Unlike the case years ago (although it was not unknown even in the 1970s), a lot of today's teachers and youth group leaders aren't familiar with model rocketry, beyond having heard of it. In Unit 1 ('Preparing to Teach Model Rocketry'), written for such rocketry-unfamiliar teachers and youth group leaders (it's on pages 3 to 5 of the "Industrial Arts Teachers Manual for Model Rocketry"), Estes listed--and the authors described--a Solid Propellant Teacher's Special (Catalog Number 1456), which--with today's updated accessories--would be a good product for Estes to offer today, as rocket clubs formed in the schools or youth group chapters could also utilize the equipment in the Teacher's Special (and other model rocket companies, large and small, could offer equivalents of this Estes set; just about every model rocket company offers at least one large, more-or-less "Big Bertha-ish"--with balsa fins--model rocket kit). Now:

Estes' Solid Propellant Teacher's Special contained a Big Bertha kit (which had a unique blue, white, and red paint scheme, along with a special decal pair for the white-painted portion of its body tube--see pages 4 and 5), six model rocket motors with igniters, recovery wadding, a Porta-Pad launch pad & Solar launch controller, building tools (glue, a hobby knife, and sandpaper), and three booklets (which are downloadable and/or printable from the Estes website today): the "Aerospace Education and Model Rocketry" teacher's manual, the "Space Age Technology" student mini-text and its teacher's manual, a current Estes catalog, and Estes' "Model Rocketry Technical Manual." As well:

Such a teacher/youth group leader-aimed model rocketry & literature set would create new and future customers among the adults who would become familiar with model rocketry and continue to use it as a STEM--Science, Technology, Engineering, and Mathematics--(including Industrial Arts) school class and/or youth group course teaching aid, and/or enrichment activity (and in model rocket clubs that would, in many cases, also come into being).
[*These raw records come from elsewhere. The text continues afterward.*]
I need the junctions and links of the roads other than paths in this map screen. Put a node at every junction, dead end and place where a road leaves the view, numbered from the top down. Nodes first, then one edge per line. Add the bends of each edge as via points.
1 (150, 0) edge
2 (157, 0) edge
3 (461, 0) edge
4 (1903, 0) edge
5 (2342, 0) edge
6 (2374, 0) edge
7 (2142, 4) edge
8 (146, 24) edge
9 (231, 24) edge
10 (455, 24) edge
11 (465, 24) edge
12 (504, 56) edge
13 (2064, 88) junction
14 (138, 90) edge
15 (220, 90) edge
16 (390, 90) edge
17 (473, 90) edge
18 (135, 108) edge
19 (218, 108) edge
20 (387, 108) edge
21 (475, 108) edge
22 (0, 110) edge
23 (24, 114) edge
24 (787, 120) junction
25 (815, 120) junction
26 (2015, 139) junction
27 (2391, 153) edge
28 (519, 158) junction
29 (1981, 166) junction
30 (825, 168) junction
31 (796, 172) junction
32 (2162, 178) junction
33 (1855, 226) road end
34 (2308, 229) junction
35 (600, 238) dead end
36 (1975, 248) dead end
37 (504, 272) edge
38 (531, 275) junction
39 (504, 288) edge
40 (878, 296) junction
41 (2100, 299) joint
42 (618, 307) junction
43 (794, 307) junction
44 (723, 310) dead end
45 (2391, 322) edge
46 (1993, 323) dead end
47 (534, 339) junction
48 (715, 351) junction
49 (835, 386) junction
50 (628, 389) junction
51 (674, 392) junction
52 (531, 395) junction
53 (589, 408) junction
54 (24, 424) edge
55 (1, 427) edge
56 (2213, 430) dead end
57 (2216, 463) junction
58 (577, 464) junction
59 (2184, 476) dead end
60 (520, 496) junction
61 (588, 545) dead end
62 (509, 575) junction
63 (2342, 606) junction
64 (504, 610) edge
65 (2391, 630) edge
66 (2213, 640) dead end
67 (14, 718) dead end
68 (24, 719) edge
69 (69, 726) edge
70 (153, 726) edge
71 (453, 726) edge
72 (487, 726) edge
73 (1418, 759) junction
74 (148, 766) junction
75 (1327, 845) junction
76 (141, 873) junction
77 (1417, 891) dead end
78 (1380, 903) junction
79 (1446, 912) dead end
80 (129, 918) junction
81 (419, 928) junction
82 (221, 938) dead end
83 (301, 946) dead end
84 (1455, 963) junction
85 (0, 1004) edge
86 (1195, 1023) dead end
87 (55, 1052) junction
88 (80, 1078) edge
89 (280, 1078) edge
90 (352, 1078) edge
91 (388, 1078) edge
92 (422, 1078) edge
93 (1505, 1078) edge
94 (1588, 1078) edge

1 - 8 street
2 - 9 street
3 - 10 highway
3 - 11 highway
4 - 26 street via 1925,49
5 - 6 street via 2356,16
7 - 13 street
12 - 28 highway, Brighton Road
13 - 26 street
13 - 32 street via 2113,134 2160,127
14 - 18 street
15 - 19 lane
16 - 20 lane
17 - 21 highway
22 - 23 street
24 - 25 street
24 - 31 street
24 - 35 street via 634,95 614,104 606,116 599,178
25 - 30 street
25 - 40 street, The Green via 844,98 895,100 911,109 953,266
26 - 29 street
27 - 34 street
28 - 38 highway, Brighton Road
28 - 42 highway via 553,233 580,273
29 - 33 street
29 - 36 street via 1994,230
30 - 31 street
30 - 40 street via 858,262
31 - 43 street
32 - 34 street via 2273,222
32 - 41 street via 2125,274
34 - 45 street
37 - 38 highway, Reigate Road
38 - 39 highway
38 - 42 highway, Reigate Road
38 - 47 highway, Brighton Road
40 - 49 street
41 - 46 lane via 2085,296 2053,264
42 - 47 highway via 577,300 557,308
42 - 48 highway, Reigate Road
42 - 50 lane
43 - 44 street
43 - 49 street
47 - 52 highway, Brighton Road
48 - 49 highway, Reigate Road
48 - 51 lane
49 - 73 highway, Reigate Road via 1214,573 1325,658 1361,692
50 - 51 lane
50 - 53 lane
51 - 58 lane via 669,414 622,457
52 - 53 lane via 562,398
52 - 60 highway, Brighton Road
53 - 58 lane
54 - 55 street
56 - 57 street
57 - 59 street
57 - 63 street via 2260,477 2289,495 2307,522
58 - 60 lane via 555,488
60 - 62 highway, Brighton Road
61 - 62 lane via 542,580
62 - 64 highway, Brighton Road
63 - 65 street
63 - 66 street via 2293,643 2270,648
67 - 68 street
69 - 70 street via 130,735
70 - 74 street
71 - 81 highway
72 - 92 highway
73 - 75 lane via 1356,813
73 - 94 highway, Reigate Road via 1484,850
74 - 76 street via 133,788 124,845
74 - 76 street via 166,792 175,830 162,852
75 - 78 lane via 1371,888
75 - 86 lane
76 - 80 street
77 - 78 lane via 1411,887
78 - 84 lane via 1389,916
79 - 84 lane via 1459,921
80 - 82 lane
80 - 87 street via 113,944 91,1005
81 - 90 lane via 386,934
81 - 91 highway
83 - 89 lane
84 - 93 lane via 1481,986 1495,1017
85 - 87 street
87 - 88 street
It would also create new customers among the kids in their school classes and/or youth group chapters, and:

(A retired UAF--University of Alaska Fairbanks--professor and I are involved in a prototypical example of both; we help Marlys House, a teacher at the Community School in the isolated little town of Eagle, Alaska, who uses model rocketry [and soldering exercises, ham radio & Morse code, and ham radio-equipped weather balloons; Professor Neal Brown teaches these via a Skype hookup] in her STEM classes--she started the model rocketry activities with similar [to the Estes Solid Propellant Teacher's Special] "care packages" that Neal and I sent to her.) The Astro-1 would also be a good children's--and adult teacher/youth group leaders'--"learner rocket."

I hope this information will be helpful.